El nuevo tipo de organización de los trabajadores científicos –aparecido primero en Inglaterra y que se difunde en la actualidad a otros países–tiene claramente un carácter sindical, que considera la existencia de la ciencia como un nuevo factor en la industria y en la agricultura y al trabajador científico como un tipo distinto, pero no esencialmente diferente, de trabajador técnico. Ello dio como resultado la fundación en Gran Bretaña en 1917 de un sindicato especial, la Assocation of Scientific Workers. En otros países con diferente estructura sindical, en la que todos los trabajadores de una industria determinada pertenecen al mismo sindicato, se ha llegado a una asamblea de trabajadores científicos de los diferentes sindicatos en la que se discuten los problemas comunes. En los países con organización sindical más débil, o donde los científicos no suelen pertenecer a los sindicatos, se han formado asociaciones independientes cuyos objetivos se limitan generalmente a garantizar a la ciencia un lugar adecuado en los respectivos países. Muchas de estas asociaciones se ha federado en la Federación Mundial de Trabajadores Científicos, fundada en 1946.
El objetivo de estas asociaciones es doble: en primer lugar, como sindicatos, velar por los intereses y condiciones de trabajo de sus miembros, tarea tanto más necesaria cuanto que el trabajador desorganizado de hoy está muy poco protegido contra la explotación, y, en segundo lugar, ocuparse de la utilización apropiada de la ciencia en la economía nacional y en los asuntos internacionales.
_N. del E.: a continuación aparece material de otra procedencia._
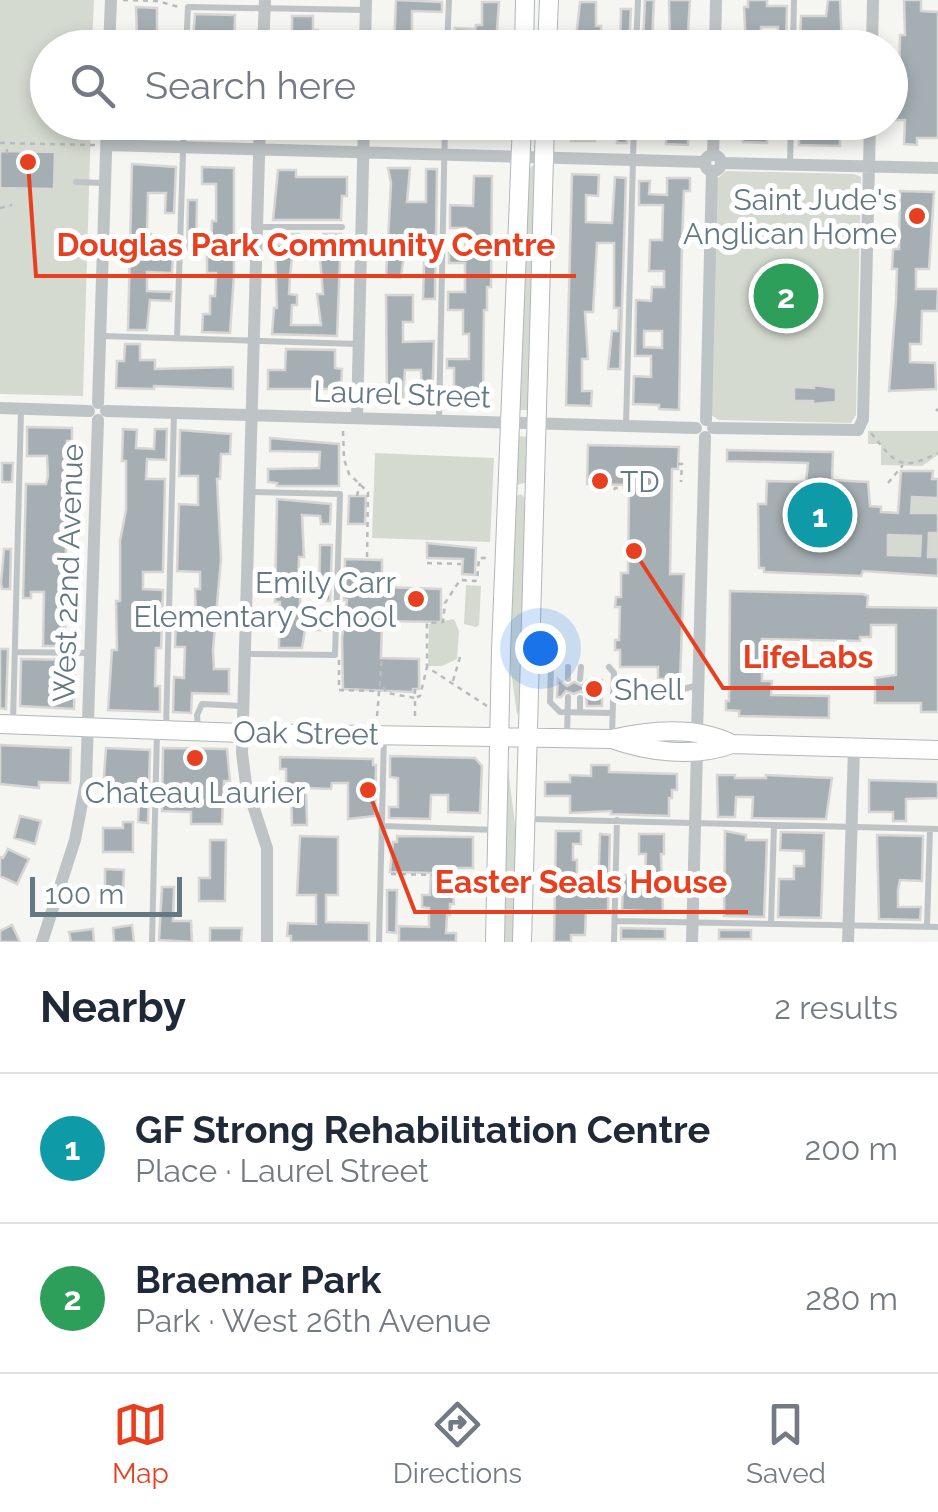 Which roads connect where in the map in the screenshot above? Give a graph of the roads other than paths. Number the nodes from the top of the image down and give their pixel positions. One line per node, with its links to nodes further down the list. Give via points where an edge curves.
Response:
1 (110, 0): 11 (street)
2 (448, 0): 14 (lane)
3 (526, 0): 15 (main road)
4 (549, 0): 16 (main road)
5 (638, 0): 17 (lane)
6 (716, 0): 18 (street)
7 (794, 0): 19 (lane)
8 (874, 0): 20 (street)
9 (265, 4): 10 (lane); 12 (lane, via 188,7); 13 (street)
10 (366, 5)
11 (109, 30)
12 (187, 30)
13 (264, 30)
14 (447, 30)
15 (525, 30)
16 (548, 30)
17 (637, 30)
18 (715, 30)
19 (793, 30)
20 (873, 30)
21 (106, 140): 32 (street, West 22nd Avenue)
22 (183, 140): 33 (lane)
23 (259, 140): 34 (street)
24 (364, 140): 35 (street)
25 (445, 140): 36 (lane)
26 (521, 140): 37 (main road)
27 (544, 140): 38 (main road)
28 (633, 140): 39 (lane)
29 (714, 140): 40 (street)
30 (791, 140): 41 (lane)
31 (870, 140): 42 (street)
32 (106, 145): 33 (street); 45 (street, West 22nd Avenue)
33 (183, 147): 34 (street); 49 (lane)
34 (259, 149): 35 (street); 46 (street)
35 (364, 152): 36 (street); 51 (street)
36 (445, 154): 37 (street); 58 (lane)
37 (520, 156): 38 (street); 59 (main road)
38 (544, 157): 39 (street); 60 (main road)
39 (632, 160): 40 (street); 61 (lane)
40 (713, 163): 41 (street); 62 (street)
41 (790, 164): 42 (street)
42 (869, 166): 43 (street); 62 (street, Laurel Street, via 864,431)
43 (938, 168)
44 (76, 182): 45 (lane)
45 (105, 183): 48 (street, West 22nd Avenue)
46 (256, 227): 47 (lane); 50 (street)
47 (342, 227)
48 (100, 336): 49 (lane); 54 (street, West 22nd Avenue)
49 (177, 338): 50 (lane)
50 (253, 341): 51 (lane); 56 (street)
51 (358, 344): 57 (street)
52 (0, 408): 53 (street, Laurel Street)
53 (21, 408): 54 (street, Laurel Street); 66 (lane)
54 (98, 411): 55 (street, Laurel Street); 67 (street, West 22nd Avenue)
55 (174, 413): 56 (street, Laurel Street); 85 (lane)
56 (251, 414): 57 (street, Laurel Street); 64 (street)
57 (357, 418): 58 (street, Laurel Street)
58 (439, 421): 59 (street, Laurel Street)
59 (510, 422): 60 (street, Laurel Street); 65 (main road)
60 (536, 423): 61 (street, Laurel Street); 63 (main road)
61 (626, 426): 62 (street, Laurel Street)
62 (705, 428): 75 (street)
63 (534, 488): 65 (main road); 90 (main road)
64 (249, 492): 68 (street); 68 (lane, via 340,494 336,655)
65 (506, 492): 89 (main road)
66 (14, 652): 67 (lane); 83 (lane)
67 (90, 653): 84 (street, West 22nd Avenue)
68 (245, 654): 79 (street)
69 (551, 667): 80 (lane, via 550,702)
70 (568, 667): 73 (lane)
71 (580, 667): 74 (lane)
72 (609, 667): 76 (lane)
73 (568, 679)
74 (580, 679)
75 (698, 684): 76 (lane, via 667,694); 93 (street)
76 (613, 693): 82 (lane)
77 (568, 697): 80 (lane)
78 (580, 698): 81 (lane)
79 (243, 706): 86 (lane, via 202,704); 87 (street)
80 (568, 712): 81 (lane); 91 (lane)
81 (580, 712): 82 (lane)
82 (612, 713): 92 (lane)
83 (7, 724): 84 (main road, Oak Street)
84 (89, 728): 85 (main road, Oak Street); 110 (street, West 22nd Avenue, via 84,802)
85 (162, 730): 86 (main road, Oak Street); 111 (lane)
86 (198, 731): 87 (main road, Oak Street)
87 (242, 733): 88 (main road, Oak Street); 112 (street, via 246,784 268,848)
88 (384, 734): 89 (main road, Oak Street); 100 (lane)
89 (499, 735): 90 (main road, Oak Street); 103 (main road)
90 (528, 736): 91 (main road, Oak Street); 96 (main road)
91 (567, 737): 92 (main road, Oak Street)
92 (612, 738): 93 (main road, Oak Street, via 641,732)
93 (697, 742): 94 (main road, Oak Street, via 714,735 732,744); 98 (street)
94 (854, 748): 95 (main road, Oak Street); 101 (street)
95 (938, 750)
96 (526, 820): 97 (lane); 115 (main road)
97 (618, 820): 98 (lane); 104 (lane)
98 (695, 822): 99 (lane); 105 (street)
99 (774, 825): 101 (lane); 106 (lane)
100 (382, 826): 103 (lane); 113 (lane)
101 (852, 828): 102 (lane); 107 (street)
102 (934, 829): 108 (lane)
103 (497, 830): 114 (main road)
104 (615, 921): 105 (lane); 116 (lane)
105 (692, 922): 106 (lane); 117 (street)
106 (771, 923): 107 (lane)
107 (848, 925): 108 (lane); 118 (street)
108 (926, 926): 109 (lane)
109 (938, 926)
110 (42, 942)
111 (152, 942)
112 (266, 942)
113 (379, 942)
114 (495, 942)
115 (522, 942)
116 (614, 942)
117 (692, 942)
118 (848, 942)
Como dice el preámbulo de la Carta de los trabajadores científicos:
“Los trabajadores científicos solamente pueden responder a sus obligaciones hacia la sociedad si, y sólo si, trabajan en condiciones tales que les permitan hacer pleno uso de su capacidad.
“La principal responsabilidad en el mantenimiento y el desarrollo de la ciencia debe recaer sobre los propios trabajadores científicos porque solamente ellos pueden comprender la naturaleza de su trabajo y la dirección en que es necesario progresar. La responsabilidad en la aplicación de la ciencia, sin embargo, debe ser conjunta de los trabajadores científicos y de la población en general. Los trabajadores científicos nunca han pretendido ni pretenderán controlar el poder administrativo, económico y técnico de la comunidad en que viven. Pese a todo, tienen la obligación especial de señalar los casos de descuido o abuso del saber científico que puedan tener consecuencias perniciosas para la comunidad. Al propio tiempo, la comunidad misma debe ser capaz de estimar y emplear las posibilidades ofrecidas por la ciencia, cosa que sólo puede conseguirse mediante la difusión de la enseñanza de los métodos y los resultados de las ciencias naturales y sociales”.
En la posguerra han surgido otras organizaciones más “profesionales” y menos sindicalistas, pero preocupadas todavía por los efectos sociales de la ciencia. Las más conocidas son el movimiento de Pugwash y el de Linus Pauling, que se ocupan de la responsabilidad que tienen los científicos de revelar los peligros de la guerra moderna y de exigir la aplicación de la ciencia a finalidades constructivas.